Gebühr oder Mehrwertnummer
Um den Gewinn einzustreifen, mussten die vorgeblich Glücklichen laut Anklage entweder eine Gebühr zwischen zehn und 100 Euro entrichten oder eine kostenpflichtige Mehrwertnummer anrufen, wobei die Gespräche dem Staatsanwalt zufolge gezielt in die Länge gezogen wurden, um die Kosten in die Höhe zu treiben. Im Durchschnitt habe ein solches Telefonat 16 Minuten gedauert, sagte Böhm. Etliche Personen hätten die geforderte Gebühr per Post abgeschickt, was sich der Staatsanwalt mit dem "Zielpublikum" erklärte, das Bruckberger bewusst ausgewählt habe: Es habe sich dabei "um ältere, zum Teil altersdemente, eher minderintellektuelle, leichtgläubige, einfältige Leute" gehandelt. Nur vier Prozent der Empfänger wären jünger als 59 Jahre gewesen. Die Hälfte der Opfer wären inzwischen tot oder dement und damit nicht mehr einvernahmefähig, sagte Böhm.
Keine Gewinnauszahlung
Die Staatsanwaltschaft hat vorerst nur einen Zeitraum von August bis Dezember 2008 angeklagt und sich dabei auf ausschließlich in Deutschland veranstaltete Gewinnspiele beschränkt. In einem Schädigungszeitraum von 48 Tagen hätten 8.000 Opfer Gebühren von knapp 762.000 Euro bezahlt, ohne dass es zu Gewinnauszahlungen gekommen sei, erklärte der Anklagevertreter. Im Gegenteil, einige Gewinnspiele seien sogar manipuliert worden.
Insgesamt habe Bruckberger im Lauf der Jahre in Europa, aber auch in den USA, Australien und China eine Million Menschen hinters Licht geführt und einen Gesamtschaden von 50 Millionen Euro angerichtet. "Das sind keine Schätzungen, keine Hochrechnungen. Das ist das Ergebnis von Kontounterlagen, die wir haben", stellte Böhm fest, der weitere Anklagen gegen den 47-Jährigen ankündigte ("Auf ihn kommt noch einiges zu"). Sein letztes Gewinnspiel habe der Mann wenige Stunden vor seiner Inhaftierung durchgeführt: "Erst durch die Festnahme konnten seine kriminellen Umtriebe gestoppt werden."
Geprüfte Geschäfte
Gerhard Bruckberger und seine beiden Verteidiger Jürgen Stephan Mertens und Herbert Eichenseder haben nach dem Eröffnungsplädoyer des Staatsanwalts den Vorwurf des gewerbsmäßigen schweren Betrugs zurückgewiesen. Bruckberger berief sich unter anderem auf Justizminister Wolfgang Brandstetter (ÖVP), der seine Geschäfte geprüft und abgesegnet habe.

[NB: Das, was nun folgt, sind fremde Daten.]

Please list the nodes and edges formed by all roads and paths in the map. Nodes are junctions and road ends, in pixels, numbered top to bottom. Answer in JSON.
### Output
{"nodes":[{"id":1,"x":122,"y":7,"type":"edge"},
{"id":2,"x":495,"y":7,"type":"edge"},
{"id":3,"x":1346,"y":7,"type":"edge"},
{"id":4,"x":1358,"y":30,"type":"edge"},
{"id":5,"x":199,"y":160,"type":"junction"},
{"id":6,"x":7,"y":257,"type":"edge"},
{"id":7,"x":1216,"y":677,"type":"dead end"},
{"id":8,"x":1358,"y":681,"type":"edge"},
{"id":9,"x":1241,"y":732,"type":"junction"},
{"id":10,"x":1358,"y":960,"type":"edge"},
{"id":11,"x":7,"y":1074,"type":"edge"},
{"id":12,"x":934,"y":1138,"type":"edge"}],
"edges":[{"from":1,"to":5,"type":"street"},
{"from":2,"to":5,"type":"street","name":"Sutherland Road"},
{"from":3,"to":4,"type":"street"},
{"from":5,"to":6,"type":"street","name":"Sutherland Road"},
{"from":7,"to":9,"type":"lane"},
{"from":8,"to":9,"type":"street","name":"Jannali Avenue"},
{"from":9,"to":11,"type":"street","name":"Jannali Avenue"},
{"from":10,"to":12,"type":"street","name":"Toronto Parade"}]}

Er habe "nicht mit irgendwelchen Winkeladvokaten, sondern den allerbesten Anwälten, der Oberschicht" zusammengearbeitet, betonte der Angeklagte. Neben Brandstetter habe er auch einen dessen Amtsvorgänger - Ex-Justizminister Dieter Böhmdorfer - beschäftigt. Diese hätten in seinem Auftrag Expertisen hinsichtlich seiner Tätigkeit erstattet: "Es gab immer Gutachten, die gesagt haben, das ist in Ordnung. Die Rechtsanwälte haben die Werbemittel jedes Mal schriftlich freigegeben. Von Täuschung kann keine Rede sein."
Versandhandel
Dass er gezielt betagte Personen angeschrieben habe, ließ Bruckberger ebenfalls nicht gelten. Er habe in erster Linie Versandhandel ("Die humanste Art der Bestellung") betrieben. Die Gewinnspiele hätten lediglich dazu gedient, seine Produkte bekannt zu machen. Diese - etwa Gesundheitsschuhe oder ein Mittel namens "Rückenwunder" - hätten sich primär an ältere Menschen gerichtet. Diese hätten "aber auch ein Recht am Markt zu sein" und wären nicht zwangsläufig dement. Einer seiner Rechtsbeistände - Herbert Eichenseder - sei "auch über 50 und nicht senil", betonte Bruckberger.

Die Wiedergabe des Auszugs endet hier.